Clinical Microbiology In the Department of Pathology

Pulmonary lesion caused by Fusarium species.  Invasive fungal infections are rapidly and accurately identified from fresh and formalin-fixed  tissue by ribosomal RNA  gene sequencing.


Routine fungal cultures: Using special media, including chromogenic agars for yeast identification and our in-house developed potato agar, we can recover most pathogenic fungi from clinical specimens.
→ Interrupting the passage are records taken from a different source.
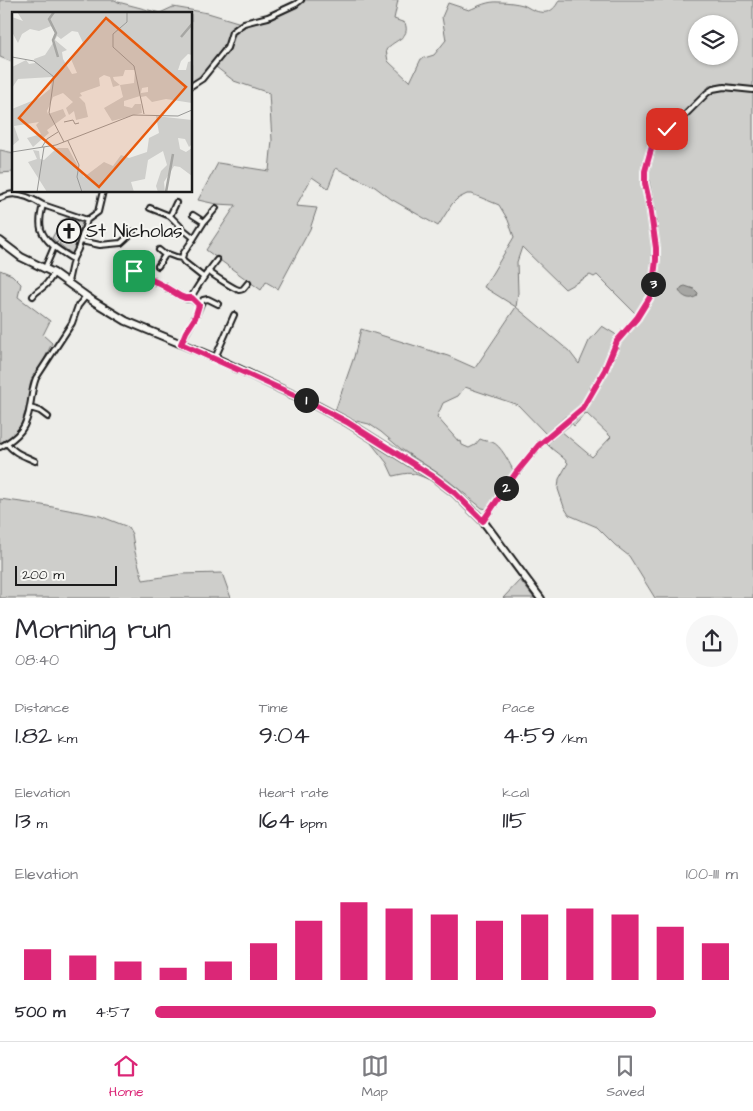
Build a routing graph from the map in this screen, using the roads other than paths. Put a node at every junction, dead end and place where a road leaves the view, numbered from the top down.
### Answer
1 (301, 0) edge
2 (192, 85) edge
3 (753, 90) edge
4 (103, 192) edge
5 (0, 198) edge
6 (176, 203) dead end
7 (43, 205) junction
8 (150, 208) dead end
9 (216, 208) dead end
10 (193, 215) dead end
11 (170, 216) junction
12 (87, 220) junction
13 (204, 222) junction
14 (133, 232) dead end
15 (194, 238) junction
16 (81, 241) junction
17 (0, 242) edge
18 (54, 247) junction
19 (159, 250) dead end
20 (165, 255) junction
21 (182, 258) junction
22 (73, 259) junction
23 (217, 260) dead end
24 (158, 266) dead end
25 (45, 268) junction
26 (134, 271) dead end
27 (208, 271) junction
28 (54, 273) junction
29 (202, 277) junction
30 (68, 282) junction
31 (248, 283) dead end
32 (33, 296) dead end
33 (86, 296) junction
34 (192, 298) junction
35 (218, 304) dead end
36 (199, 305) junction
37 (234, 315) dead end
38 (181, 344) junction
39 (215, 358) junction
40 (30, 408) junction
41 (48, 417) dead end
42 (6, 443) junction
43 (0, 447) edge
44 (35, 461) dead end
45 (483, 521) junction
46 (541, 598) edge

1 - 2 street
3 - 45 street
4 - 12 street
5 - 7 street
6 - 11 street
7 - 12 street
7 - 18 street
8 - 11 street
9 - 13 street
10 - 13 street
11 - 15 street
12 - 16 street
13 - 15 street
14 - 16 street
15 - 21 street
16 - 22 street
17 - 25 main road
18 - 22 street
18 - 25 street
19 - 20 street
20 - 21 street
20 - 24 street
21 - 29 street
22 - 30 street
23 - 27 street
25 - 28 main road
26 - 34 street
27 - 29 street
27 - 31 street
28 - 30 main road
28 - 32 street
29 - 34 street
30 - 33 main road
33 - 38 main road
33 - 40 street
34 - 36 street
35 - 36 street
36 - 38 street
37 - 39 street
38 - 39 main road
39 - 45 main road
40 - 41 street
40 - 42 street
42 - 43 street
42 - 44 street
45 - 46 main road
Yeast and mould identification:
Moulds are identified based on visual morphology, growth temperature, enzymatic capabilities, and other characteristics.  Clinically important fungi that are not identifiable by phenotypic methods are identified by ribosomal RNA gene sequencing.  Yeasts are identified by morphology and specific biochemical and assimilation tests.

Molecular Mycology:
When conventional mycology fails to diagnose an infection or when a quicker diagnosis is needed, molecular biology tools such as PCR and ribosomal RNA gene sequencing are applied directly to the original sample or culture to make an accurate diagnosis.

Yeast MIC susceptibility testing: Using a broth microdilution method, yeast susceptibilities are performed for amphotericin, fluconazole, itraconazole, voriconazole, and caspofungin.  Blood isolates are tested automatically and others by request.

Mould MIC susceptibility testing: Using a broth microdilution method, mould susceptibilities are performed by request.